A couple of wider points: the Sun's initial article resulted in a predictable wave of guessing at just who the manager was, most of them completely wide of the mark. Most fingered was probably Phil Brown, manager of Hull City, who had his Wikipedia page defaced as a result. Second, despite the Sun's claims about being silenced by the privacy aspects of the Human Rights Act there's still no ruling up on bailii.org referring to the case, and as it's far more interested in the lurid aspects of the story rather than the legal side, we don't learn anything about just how and why it was blocked from naming the manager until now. Lastly, and hilariously, the paper even tries to portray itself as cutting a dash for the women who had been working at the parlour, with a helpful quote provided by the charity Eaves:
"It is very damaging that a public figure could behave like this with seemingly relative impunity.
"We would prefer this issue to be highlighted so that the vulnerability of the women involved is not merely hidden from view.
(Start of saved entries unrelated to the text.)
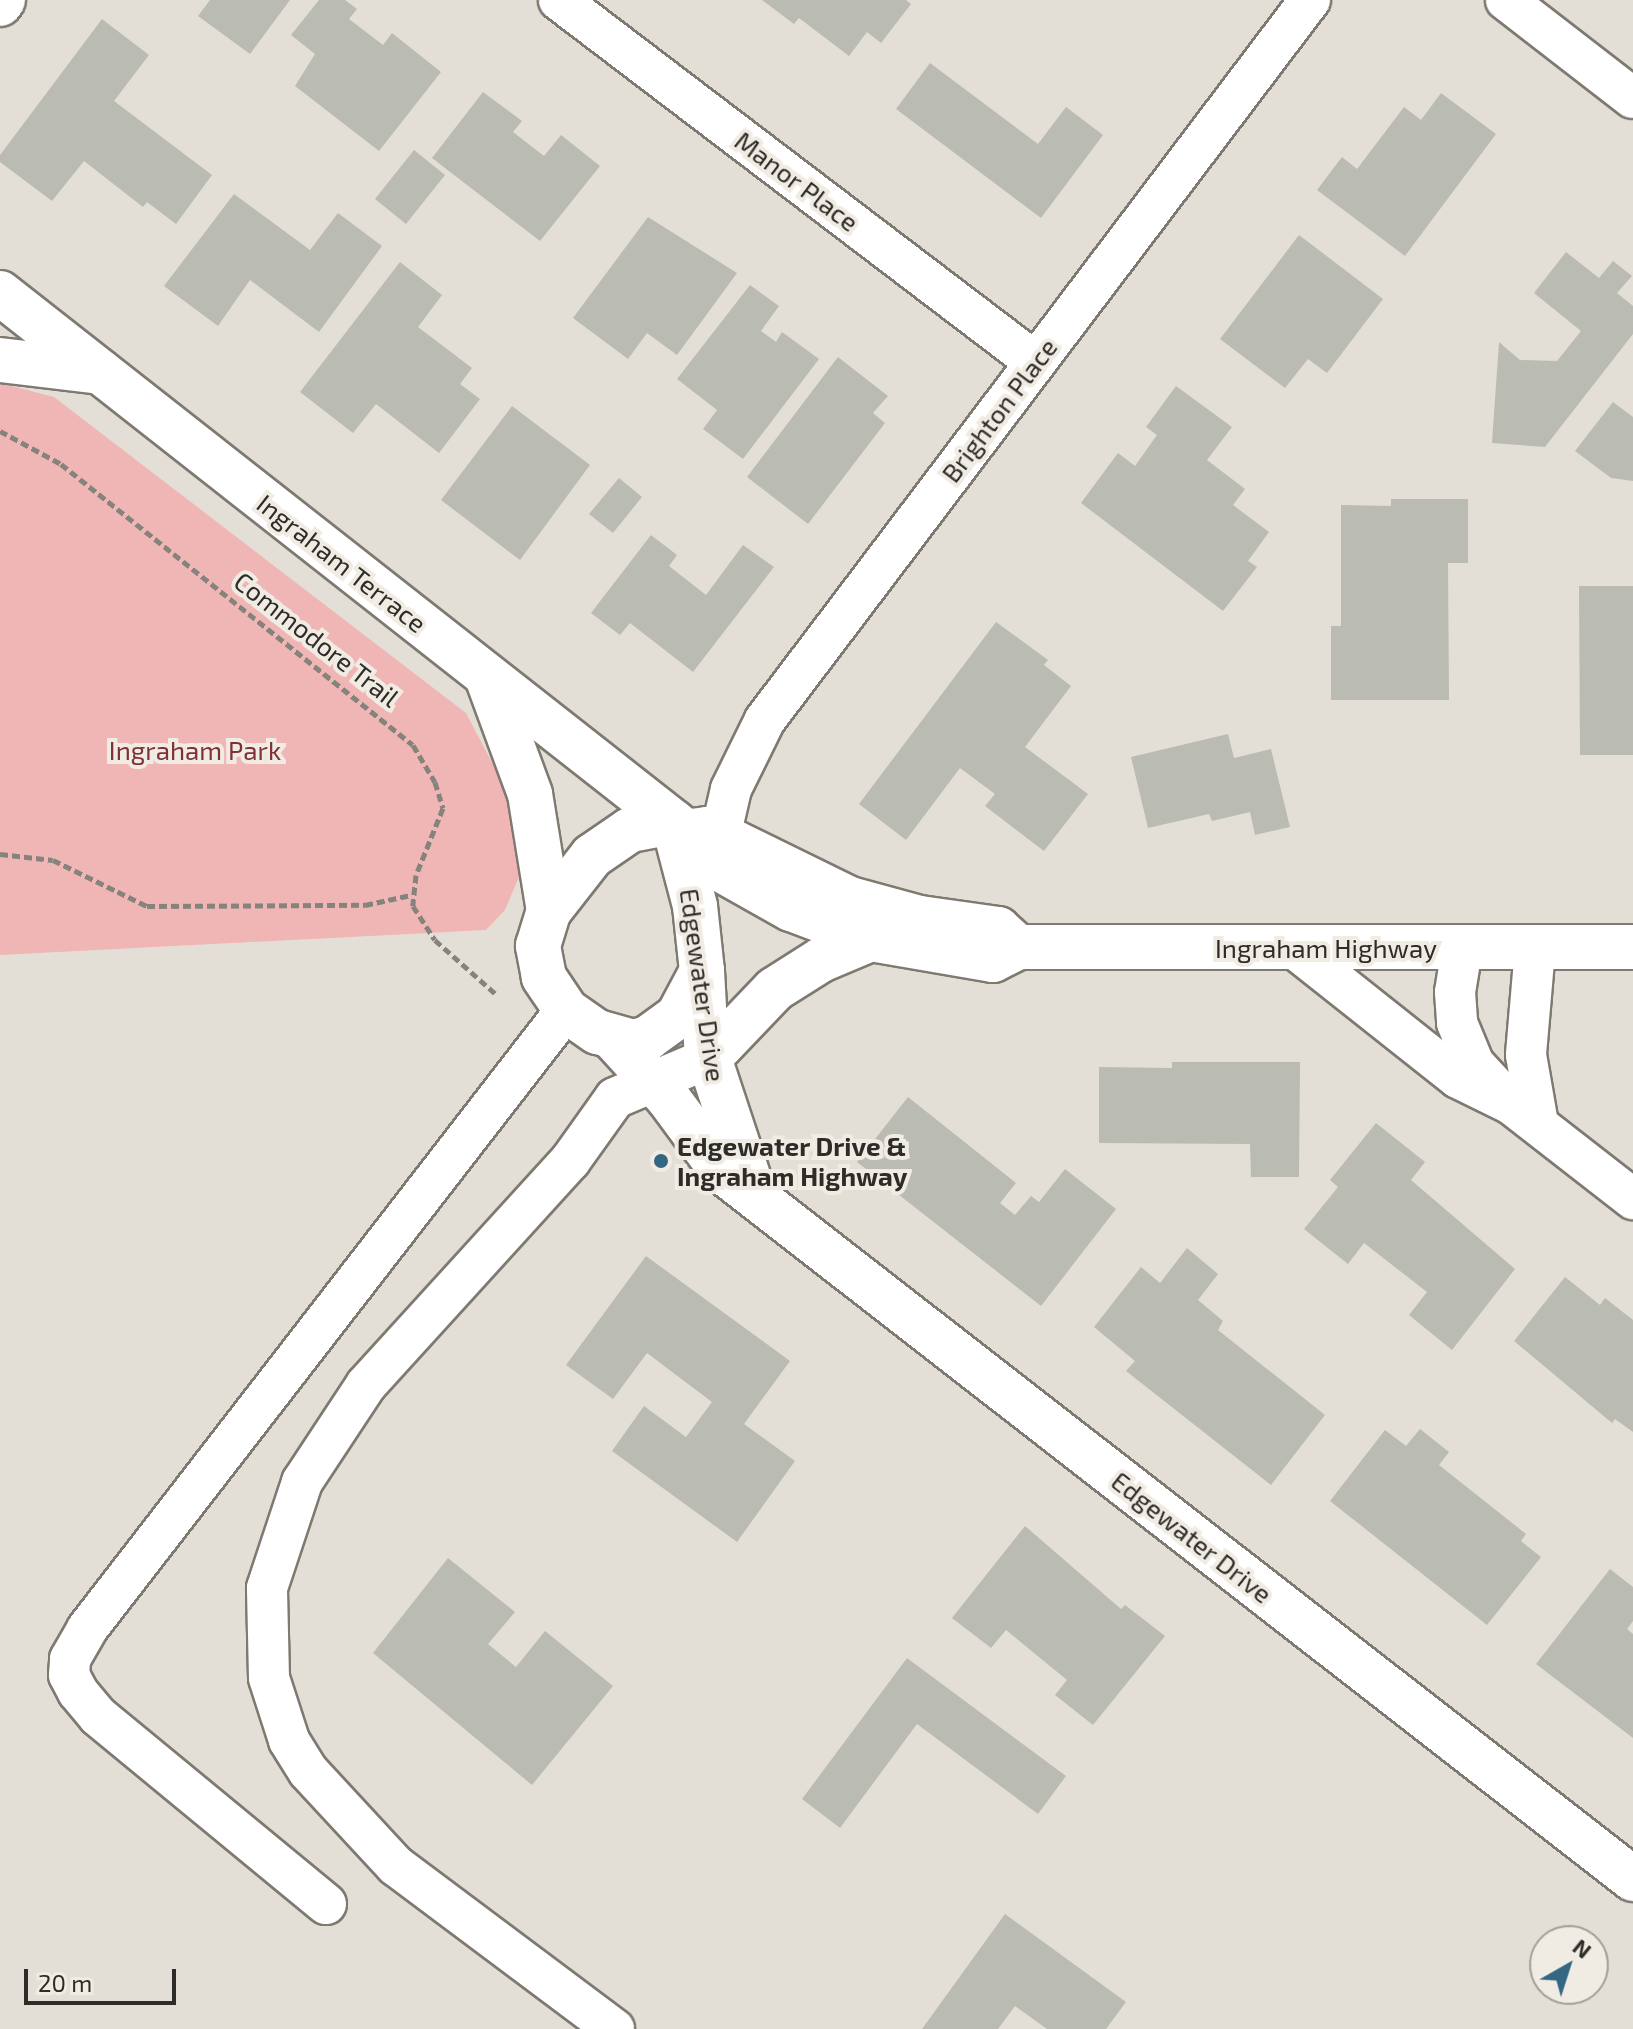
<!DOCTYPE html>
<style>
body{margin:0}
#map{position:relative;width:1633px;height:2029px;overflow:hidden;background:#e4dfd6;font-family:"Exo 2",sans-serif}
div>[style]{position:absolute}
.green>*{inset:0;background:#f0b6b6}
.building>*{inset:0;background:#babbb2}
.path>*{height:5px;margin-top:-2.5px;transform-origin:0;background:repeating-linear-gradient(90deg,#86837d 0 8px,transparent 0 12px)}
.roads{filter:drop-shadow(2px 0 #7e7971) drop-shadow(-2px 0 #7e7971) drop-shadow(0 2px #7e7971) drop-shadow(0 -2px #7e7971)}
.minor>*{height:40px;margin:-20px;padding:0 20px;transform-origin:20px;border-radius:20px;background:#fff}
.tertiary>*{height:44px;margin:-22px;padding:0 22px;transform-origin:22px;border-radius:22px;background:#fff}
.secondary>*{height:44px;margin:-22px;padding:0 22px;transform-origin:22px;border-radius:22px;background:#fff}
.dots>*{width:22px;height:22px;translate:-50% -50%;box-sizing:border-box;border:4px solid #f1ece3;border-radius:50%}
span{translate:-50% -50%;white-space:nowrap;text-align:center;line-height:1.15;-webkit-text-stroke:8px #f1ece3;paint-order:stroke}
.street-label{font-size:26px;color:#2e2c29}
.park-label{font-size:26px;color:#7e3237}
.poi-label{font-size:26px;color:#2e2c29;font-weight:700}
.left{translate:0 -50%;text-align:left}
.north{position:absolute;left:1529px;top:1925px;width:80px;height:80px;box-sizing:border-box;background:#f1ece3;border:2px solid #a39f99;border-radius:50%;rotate:39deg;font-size:22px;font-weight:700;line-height:32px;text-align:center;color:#2e2c29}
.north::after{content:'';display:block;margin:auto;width:28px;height:36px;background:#346784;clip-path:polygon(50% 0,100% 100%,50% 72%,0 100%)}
.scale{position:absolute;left:24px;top:1969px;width:152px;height:36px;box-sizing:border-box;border:4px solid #2e2c29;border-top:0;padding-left:10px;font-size:24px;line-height:28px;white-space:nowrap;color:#2e2c29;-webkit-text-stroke:6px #f1ece3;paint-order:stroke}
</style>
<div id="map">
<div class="green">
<i style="clip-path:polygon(0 383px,54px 397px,466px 713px,507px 791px,522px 870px,505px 910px,486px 930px,0 955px)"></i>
</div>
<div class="building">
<i style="clip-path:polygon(210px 0,290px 0,250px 54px,198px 16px)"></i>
<i style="clip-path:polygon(319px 0,345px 0,357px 9px,349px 19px,383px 45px,392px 33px,441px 72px,379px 151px,295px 86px,315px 54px,291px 35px)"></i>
<i style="clip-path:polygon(762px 0,906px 0,911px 4px,881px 43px,867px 32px,849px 56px,799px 18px,794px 24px)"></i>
<i style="clip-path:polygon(102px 19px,149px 55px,114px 101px,212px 175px,176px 224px,147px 202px,143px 207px,84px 161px,52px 201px,0 162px,0 155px)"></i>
<i style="clip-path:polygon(930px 63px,1038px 144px,1066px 107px,1103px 135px,1041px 218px,896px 109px)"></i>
<i style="clip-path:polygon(483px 92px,522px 121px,513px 132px,544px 156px,561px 135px,600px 166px,540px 241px,432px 158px)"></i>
<i style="clip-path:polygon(1441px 93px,1496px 134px,1405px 256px,1317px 190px,1342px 157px,1357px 169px,1404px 107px,1421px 120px)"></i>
<i style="clip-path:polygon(414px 150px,445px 175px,406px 224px,375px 199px)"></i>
<i style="clip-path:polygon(234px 194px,310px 250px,338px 213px,382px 246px,319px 332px,250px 280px,218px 326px,164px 286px)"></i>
<i style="clip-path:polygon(648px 217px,737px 273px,677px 355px,647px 333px,628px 359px,573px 318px)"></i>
<i style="clip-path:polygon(1299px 235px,1383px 299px,1327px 373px,1308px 359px,1285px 388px,1220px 339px)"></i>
<i style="clip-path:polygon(1566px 252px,1599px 278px,1613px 261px,1632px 276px,1617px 293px,1633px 306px,1633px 334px,1545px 447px,1492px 443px,1499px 342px,1520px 360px,1557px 361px,1581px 331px,1534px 293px)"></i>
<i style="clip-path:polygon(400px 262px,442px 295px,418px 327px,472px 368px,460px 384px,480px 399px,439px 453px,376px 404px,353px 433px,300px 392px)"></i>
<i style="clip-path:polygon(750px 285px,779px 306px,761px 331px,776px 342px,782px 332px,819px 359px,743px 459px,703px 429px,717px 410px,677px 379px)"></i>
<i style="clip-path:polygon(838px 357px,888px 396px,873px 413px,885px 423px,808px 524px,747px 477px)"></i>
<i style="clip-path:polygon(1176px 386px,1232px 427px,1207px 460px,1245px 489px,1233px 505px,1269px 532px,1248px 561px,1257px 567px,1223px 611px,1081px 503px,1118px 453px,1135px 466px,1157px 435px,1146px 427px)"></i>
<i style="clip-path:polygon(1613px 402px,1633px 417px,1633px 481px,1611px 478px,1575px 451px)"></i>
<i style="clip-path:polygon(512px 406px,590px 465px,520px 560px,441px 500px)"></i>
<i style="clip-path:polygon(619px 478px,642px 497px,613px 533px,589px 514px)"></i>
<i style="clip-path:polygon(1391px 499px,1468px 499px,1468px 563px,1448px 563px,1449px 700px,1331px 700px,1331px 626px,1341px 626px,1341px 505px,1391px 506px)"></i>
<i style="clip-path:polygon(651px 535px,677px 555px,669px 566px,706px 595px,743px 545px,774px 567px,693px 672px,630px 623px,620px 635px,591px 613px)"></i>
<i style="clip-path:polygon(1579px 586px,1633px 586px,1633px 755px,1580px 755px)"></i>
<i style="clip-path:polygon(996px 622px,1048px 660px,1044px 665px,1071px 686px,1025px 747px,1088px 794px,1044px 851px,985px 806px,995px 794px,960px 768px,906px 840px,859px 804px)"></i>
<i style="clip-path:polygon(1228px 734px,1234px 758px,1271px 749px,1290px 827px,1255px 835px,1250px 812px,1212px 821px,1209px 814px,1148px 828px,1131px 757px)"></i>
<i style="clip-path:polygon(1172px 1062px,1300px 1062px,1299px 1177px,1251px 1177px,1250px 1144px,1099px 1143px,1099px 1067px,1172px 1068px)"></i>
<i style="clip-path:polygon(908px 1097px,1016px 1183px,1000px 1203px,1015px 1215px,1031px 1196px,1039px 1202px,1065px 1169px,1116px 1209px,1041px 1306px,857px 1162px)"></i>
<i style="clip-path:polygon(1376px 1123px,1425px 1162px,1411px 1180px,1515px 1269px,1452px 1350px,1409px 1315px,1427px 1292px,1364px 1243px,1348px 1264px,1304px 1229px,1338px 1187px,1330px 1180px)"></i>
<i style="clip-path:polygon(1187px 1248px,1218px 1274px,1198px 1300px,1223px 1321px,1218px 1330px,1325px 1415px,1271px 1485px,1126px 1371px,1135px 1361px,1094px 1327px,1141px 1267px,1160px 1283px)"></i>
<i style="clip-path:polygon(646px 1256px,790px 1361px,744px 1424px,795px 1461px,737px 1542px,612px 1451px,644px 1406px,686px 1437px,712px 1402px,647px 1353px,613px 1399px,566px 1365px)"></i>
<i style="clip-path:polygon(1565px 1277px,1600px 1305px,1605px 1298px,1633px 1320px,1633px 1432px,1615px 1419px,1612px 1423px,1514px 1341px)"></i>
<i style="clip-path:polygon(1420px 1429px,1449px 1452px,1439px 1465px,1526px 1534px,1521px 1541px,1541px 1557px,1487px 1625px,1330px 1501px,1385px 1430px,1406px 1446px)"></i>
<i style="clip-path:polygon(1025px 1526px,1121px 1609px,1125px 1605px,1165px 1636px,1093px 1725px,1055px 1695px,1067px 1680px,1006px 1630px,991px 1648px,952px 1618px)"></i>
<i style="clip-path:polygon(448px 1558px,515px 1612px,488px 1644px,516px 1667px,545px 1631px,613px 1686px,532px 1785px,373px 1653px)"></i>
<i style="clip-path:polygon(1610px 1569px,1633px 1587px,1633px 1621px,1627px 1629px,1633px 1634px,1633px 1738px,1536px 1664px)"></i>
<i style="clip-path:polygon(907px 1658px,1066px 1776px,1038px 1814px,917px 1724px,840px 1828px,802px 1799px)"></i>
<i style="clip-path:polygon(1005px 1914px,1126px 2002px,1106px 2029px,1047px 2029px,1015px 2006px,998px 2029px,922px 2029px)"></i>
</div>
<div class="path">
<i style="left:0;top:431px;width:69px;rotate:28.4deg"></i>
<i style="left:61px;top:464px;width:450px;rotate:38.6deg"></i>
<i style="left:413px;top:745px;width:43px;rotate:59.3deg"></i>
<i style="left:435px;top:782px;width:27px;rotate:73deg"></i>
<i style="left:443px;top:808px;width:72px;rotate:111.9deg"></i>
<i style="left:416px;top:875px;width:31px;rotate:96deg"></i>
<i style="left:413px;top:906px;width:40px;rotate:57.1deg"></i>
<i style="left:435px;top:940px;width:83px;rotate:41.6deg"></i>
<i style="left:0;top:854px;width:53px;rotate:6.5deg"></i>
<i style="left:53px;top:860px;width:105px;rotate:26.1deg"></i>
<i style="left:147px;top:906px;width:218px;rotate:-0.3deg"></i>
<i style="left:365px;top:905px;width:47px;rotate:-12.3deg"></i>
</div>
<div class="roads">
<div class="minor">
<i style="left:559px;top:0;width:598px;rotate:37.25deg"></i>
<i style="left:1506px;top:0;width:160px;rotate:37.7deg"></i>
<i style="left:720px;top:837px;width:49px;rotate:-77.1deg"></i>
<i style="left:731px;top:789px;width:77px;rotate:-63.8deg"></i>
<i style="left:765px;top:720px;width:903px;rotate:-52.88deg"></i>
<i style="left:1294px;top:948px;width:209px;rotate:38.4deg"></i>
<i style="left:1458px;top:1078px;width:59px;rotate:26.1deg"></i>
<i style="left:1511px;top:1104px;width:155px;rotate:37.9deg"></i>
<i style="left:1462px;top:949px;width:44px;rotate:99.2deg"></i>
<i style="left:1455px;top:992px;width:31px;rotate:86deg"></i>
<i style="left:1457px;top:1023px;width:44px;rotate:67.5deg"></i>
<i style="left:1474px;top:1064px;width:34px;rotate:47deg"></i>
<i style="left:1535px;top:949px;width:106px;rotate:94.9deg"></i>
<i style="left:1526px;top:1055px;width:70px;rotate:80.1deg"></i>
<i style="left:326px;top:1904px;width:296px;rotate:-140.5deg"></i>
<i style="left:98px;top:1716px;width:31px;rotate:-130deg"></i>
<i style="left:78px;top:1692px;width:19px;rotate:-118deg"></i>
<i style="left:69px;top:1675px;width:16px;rotate:-86deg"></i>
<i style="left:70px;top:1659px;width:34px;rotate:-60deg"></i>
<i style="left:87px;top:1629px;width:783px;rotate:-52.27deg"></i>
<i style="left:614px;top:2029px;width:272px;rotate:-143.2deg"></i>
<i style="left:396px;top:1866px;width:129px;rotate:-132.8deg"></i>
<i style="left:308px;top:1771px;width:36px;rotate:-122deg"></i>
<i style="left:289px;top:1740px;width:65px;rotate:-107.9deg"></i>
<i style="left:269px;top:1678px;width:90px;rotate:-91.3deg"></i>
<i style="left:267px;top:1588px;width:112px;rotate:-71.7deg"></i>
<i style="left:302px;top:1482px;width:116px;rotate:-56.6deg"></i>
<i style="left:366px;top:1385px;width:303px;rotate:-47.7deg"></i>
<i style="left:570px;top:1161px;width:77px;rotate:-54.5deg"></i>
<i style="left:615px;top:1098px;width:102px;rotate:-23.1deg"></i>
</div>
<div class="tertiary">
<i style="left:487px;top:677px;width:125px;rotate:69.8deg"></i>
<i style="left:530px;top:794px;width:119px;rotate:80.8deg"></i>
<i style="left:702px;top:971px;width:51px;rotate:118.1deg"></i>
<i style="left:678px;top:1016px;width:37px;rotate:144deg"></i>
<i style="left:648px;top:1038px;width:16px;rotate:165deg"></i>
<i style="left:633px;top:1042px;width:37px;rotate:-164deg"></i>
<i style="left:597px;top:1032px;width:38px;rotate:-145deg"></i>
<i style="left:566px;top:1010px;width:40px;rotate:-124deg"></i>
<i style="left:544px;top:977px;width:32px;rotate:-101deg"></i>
<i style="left:538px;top:946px;width:37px;rotate:-73deg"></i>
<i style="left:549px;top:911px;width:70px;rotate:-52deg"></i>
<i style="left:592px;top:856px;width:46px;rotate:-34.4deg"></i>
<i style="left:630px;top:830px;width:44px;rotate:-10.5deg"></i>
<i style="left:673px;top:822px;width:87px;rotate:75.3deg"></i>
<i style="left:695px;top:906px;width:65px;rotate:83.9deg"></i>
<i style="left:702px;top:971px;width:71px;rotate:86.8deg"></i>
<i style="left:706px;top:1042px;width:16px;rotate:79deg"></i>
<i style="left:709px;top:1058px;width:140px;rotate:71.7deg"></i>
<i style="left:613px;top:1038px;width:81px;rotate:47.5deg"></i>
<i style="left:668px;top:1098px;width:91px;rotate:53.5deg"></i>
<i style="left:722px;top:1171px;width:1154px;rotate:37.85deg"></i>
<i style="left:709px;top:1058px;width:95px;rotate:-46.3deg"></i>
<i style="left:775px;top:989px;width:54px;rotate:-32.2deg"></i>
<i style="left:821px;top:960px;width:54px;rotate:-22.8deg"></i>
</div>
<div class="secondary">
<i style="left:0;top:4px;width:5px;rotate:-53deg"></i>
<i style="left:0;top:293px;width:871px;rotate:38.15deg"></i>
<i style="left:0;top:360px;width:101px;rotate:6.8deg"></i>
<i style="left:685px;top:831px;width:26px;rotate:67deg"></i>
<i style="left:695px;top:855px;width:110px;rotate:29.4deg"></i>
<i style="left:791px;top:909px;width:85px;rotate:20.6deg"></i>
<i style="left:871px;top:939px;width:124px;rotate:9.8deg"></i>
<i style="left:993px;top:960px;width:28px;rotate:-27deg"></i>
<i style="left:1018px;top:947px;width:615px"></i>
<i style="left:691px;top:831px;width:16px;rotate:-7deg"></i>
<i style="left:707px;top:829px;width:159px;rotate:26.1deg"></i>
<i style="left:850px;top:899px;width:73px;rotate:15.2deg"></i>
<i style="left:920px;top:918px;width:79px;rotate:8deg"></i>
<i style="left:998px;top:929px;width:27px;rotate:42deg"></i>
</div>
</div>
<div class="dots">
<i style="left:661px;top:1161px;background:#346784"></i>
</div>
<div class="street-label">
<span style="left:797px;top:181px;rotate:37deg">Manor Place</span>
<span style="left:999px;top:410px;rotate:-53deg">Brighton Place</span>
<span style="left:342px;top:563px;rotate:38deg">Ingraham Terrace</span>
<span style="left:317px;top:639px;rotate:38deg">Commodore Trail</span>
<span style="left:1326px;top:948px">Ingraham Highway</span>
<span style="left:703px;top:985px;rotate:82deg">Edgewater Drive</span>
<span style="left:1192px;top:1537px;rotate:38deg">Edgewater Drive</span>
</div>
<div class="park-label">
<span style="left:195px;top:750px">Ingraham Park</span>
</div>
<div class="poi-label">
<span class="left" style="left:677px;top:1161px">Edgewater Drive &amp;<br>Ingraham Highway</span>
</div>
<div class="north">N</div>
<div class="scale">20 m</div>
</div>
"The conditions these women work in are often dangerous and, frankly, awful. Many live in fear of their lives and earn little, if any money."
Well, they certainly won't be earning any money now: as a result of the Sun's story the landlord has ended the parlour's tenancy. Presuming that the women working there were vulnerable and in danger, they'll almost certainly be in a worse overall position now. Another massive victory for the Sun's crusade for truth and morality!